Plaintiff applies pursuant to Rules 15(a) and (b) of the Federal Rules
of Civil Procedure to amend the ad damnum to reflect a claim for punitive
damages and to amend its complaint to increase its claim for compensatory
damages to 4 million dollars. Plaintiff's present ad damnum is for 1
million dollars in compensatory damages. Such amendments are to be
liberally permitted unless there is prejudice to a party. Foman v.
Davis, 371 U.S. 178, 83 S.Ct. 227, 9 L.Ed.2d 222(1962); Loomis v. Civetta
Construction Corp., 54 N.Y.2d 18, 444 N.Y.S.2d 571, 429 N.E.2d 90(1981).
Plaintiff seeks damages in this three-year old case for an injury
arising out of an accident in a Rickels Home Improvement Center doorway.
Defendant's claims against the third-party defendants — the
manufacturer of the door, a maintenance and service company, and a
distributor of such doors — were dismissed in Federal Rule of Civil
Procedure 56 motions on April 10, 1990, 735 F. Supp. 85.
While the third-party defendants' motions for summary judgment were
pending, the plaintiff filed an affidavit requesting the Court to grant it
summary judgment against defendant based on the materials submitted on
the third-party motions. The Court stated in the April 10, 1990 decision
that it would grant plaintiff summary judgment sua sponte on the issue of
defendant's liability for simple negligence, unless the defendant
submitted papers demonstrating that the plaintiff was not entitled to
such relief within ten days after the entry of the decision. Defendant
did not file any papers contesting this decision of the Court.

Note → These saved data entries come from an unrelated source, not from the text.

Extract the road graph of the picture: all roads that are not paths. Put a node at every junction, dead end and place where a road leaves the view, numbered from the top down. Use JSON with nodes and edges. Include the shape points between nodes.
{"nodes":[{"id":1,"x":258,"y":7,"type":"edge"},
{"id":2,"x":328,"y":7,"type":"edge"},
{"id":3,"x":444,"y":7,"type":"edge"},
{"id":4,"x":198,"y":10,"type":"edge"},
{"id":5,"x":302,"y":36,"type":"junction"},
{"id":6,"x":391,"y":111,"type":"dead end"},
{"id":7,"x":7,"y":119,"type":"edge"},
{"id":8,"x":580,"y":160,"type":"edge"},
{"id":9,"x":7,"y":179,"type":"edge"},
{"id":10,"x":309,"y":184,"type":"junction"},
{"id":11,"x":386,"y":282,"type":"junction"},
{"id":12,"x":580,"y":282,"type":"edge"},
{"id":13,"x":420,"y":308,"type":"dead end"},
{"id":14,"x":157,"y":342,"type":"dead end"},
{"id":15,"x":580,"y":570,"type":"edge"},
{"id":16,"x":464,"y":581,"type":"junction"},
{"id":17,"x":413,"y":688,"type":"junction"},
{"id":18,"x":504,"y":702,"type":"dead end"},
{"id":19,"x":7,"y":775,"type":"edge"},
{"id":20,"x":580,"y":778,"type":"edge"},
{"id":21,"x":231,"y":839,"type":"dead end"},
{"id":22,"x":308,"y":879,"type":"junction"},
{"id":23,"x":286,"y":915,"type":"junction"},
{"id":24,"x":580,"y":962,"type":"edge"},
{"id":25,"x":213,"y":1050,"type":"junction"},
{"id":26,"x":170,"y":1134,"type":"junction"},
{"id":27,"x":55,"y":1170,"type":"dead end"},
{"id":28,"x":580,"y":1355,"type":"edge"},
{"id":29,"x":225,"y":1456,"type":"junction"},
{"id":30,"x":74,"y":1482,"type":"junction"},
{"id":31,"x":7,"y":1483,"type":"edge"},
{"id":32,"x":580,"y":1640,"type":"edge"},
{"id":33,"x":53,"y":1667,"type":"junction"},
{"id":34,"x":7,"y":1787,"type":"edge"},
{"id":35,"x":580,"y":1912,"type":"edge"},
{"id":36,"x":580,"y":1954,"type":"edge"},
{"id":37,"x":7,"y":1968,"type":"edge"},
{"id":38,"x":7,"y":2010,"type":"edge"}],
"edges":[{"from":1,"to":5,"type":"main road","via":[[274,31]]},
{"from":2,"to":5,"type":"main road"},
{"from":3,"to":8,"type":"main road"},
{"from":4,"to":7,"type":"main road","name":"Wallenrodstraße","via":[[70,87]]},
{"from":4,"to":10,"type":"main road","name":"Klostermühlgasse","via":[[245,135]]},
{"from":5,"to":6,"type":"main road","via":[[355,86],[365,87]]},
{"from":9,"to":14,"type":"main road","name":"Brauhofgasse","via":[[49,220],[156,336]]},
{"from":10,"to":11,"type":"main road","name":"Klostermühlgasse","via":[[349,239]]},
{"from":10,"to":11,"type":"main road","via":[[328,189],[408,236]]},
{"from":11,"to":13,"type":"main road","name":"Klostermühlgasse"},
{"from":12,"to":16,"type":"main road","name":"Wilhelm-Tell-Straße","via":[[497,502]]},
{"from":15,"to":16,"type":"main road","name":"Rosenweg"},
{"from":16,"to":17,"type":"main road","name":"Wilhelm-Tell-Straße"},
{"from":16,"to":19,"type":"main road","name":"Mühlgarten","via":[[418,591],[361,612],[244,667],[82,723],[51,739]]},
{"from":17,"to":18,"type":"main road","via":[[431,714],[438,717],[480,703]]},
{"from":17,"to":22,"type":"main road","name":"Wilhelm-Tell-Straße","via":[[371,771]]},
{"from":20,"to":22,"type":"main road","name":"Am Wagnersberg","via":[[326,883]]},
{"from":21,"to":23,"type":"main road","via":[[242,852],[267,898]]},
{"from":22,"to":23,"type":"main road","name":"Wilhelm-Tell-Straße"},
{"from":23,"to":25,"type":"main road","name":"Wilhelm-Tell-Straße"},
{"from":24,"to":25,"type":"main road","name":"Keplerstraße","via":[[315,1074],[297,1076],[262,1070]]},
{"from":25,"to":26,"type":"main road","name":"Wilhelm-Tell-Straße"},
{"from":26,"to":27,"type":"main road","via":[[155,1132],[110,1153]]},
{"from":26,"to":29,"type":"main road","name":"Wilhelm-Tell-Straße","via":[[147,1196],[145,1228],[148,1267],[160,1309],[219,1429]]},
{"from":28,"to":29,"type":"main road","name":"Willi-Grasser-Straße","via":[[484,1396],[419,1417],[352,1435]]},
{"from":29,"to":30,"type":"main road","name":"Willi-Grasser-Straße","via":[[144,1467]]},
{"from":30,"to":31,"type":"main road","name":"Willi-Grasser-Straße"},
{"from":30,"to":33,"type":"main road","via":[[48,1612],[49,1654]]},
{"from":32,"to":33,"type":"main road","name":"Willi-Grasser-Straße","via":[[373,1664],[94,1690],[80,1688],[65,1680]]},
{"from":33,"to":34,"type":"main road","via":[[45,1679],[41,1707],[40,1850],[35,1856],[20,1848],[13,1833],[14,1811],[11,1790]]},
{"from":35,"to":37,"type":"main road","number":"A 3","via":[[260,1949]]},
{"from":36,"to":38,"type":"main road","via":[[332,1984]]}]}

In view of this sequence of events, the Court finds that defendant will
be prejudiced if the Court were to grant leave to plaintiff to assert
punitive damages. Plaintiff has made no claim for punitive damages in
either the proposed pretrial order or in its pleadings. Accordingly,
defendant has prepared for trial as if it would not have to call any fact
or expert witness on the mooted liability phase of the trial. If punitive
damages are in issue, such witnesses would have to be called. In
addition, a punitive damages claim might be deemed by the jury to be
validated, due to the fact that, in view of plaintiff's successful motion
for partial summary judgment, the jury will be apprised that the issue of
ordinary negligence is no longer before the jury. Indeed, defendant
affirms that its decision not to file papers in connection with the
Court's sua sponte grant of summary judgment on the liability issue was
based in part on plaintiff's claim being one solely for simple
negligence. Accordingly, the motion to amend the ad damnum to assert a
claim for punitive damages is denied.
The same considerations do not apply to plaintiff's application to
increase its ad damnum to 4 million dollars. In connection with that
aspect of these motions, defendant argues that it will be prejudiced if
the ad damnum clause is raised to 4 million dollars because the carrier
for liability in excess of 1.5 million dollars has never been notified of
the claim in view of plaintiff's 1 million dollar ad damnum. This reason
does not constitute sufficient prejudice to defendant to support a denial
of plaintiff's application. Defendant has always been aware that the
plaintiff was a handicapped person for whom the accident might have
significant consequences. Plaintiff's application to increase the ad
damnum to 4 million dollars for actual damages is granted.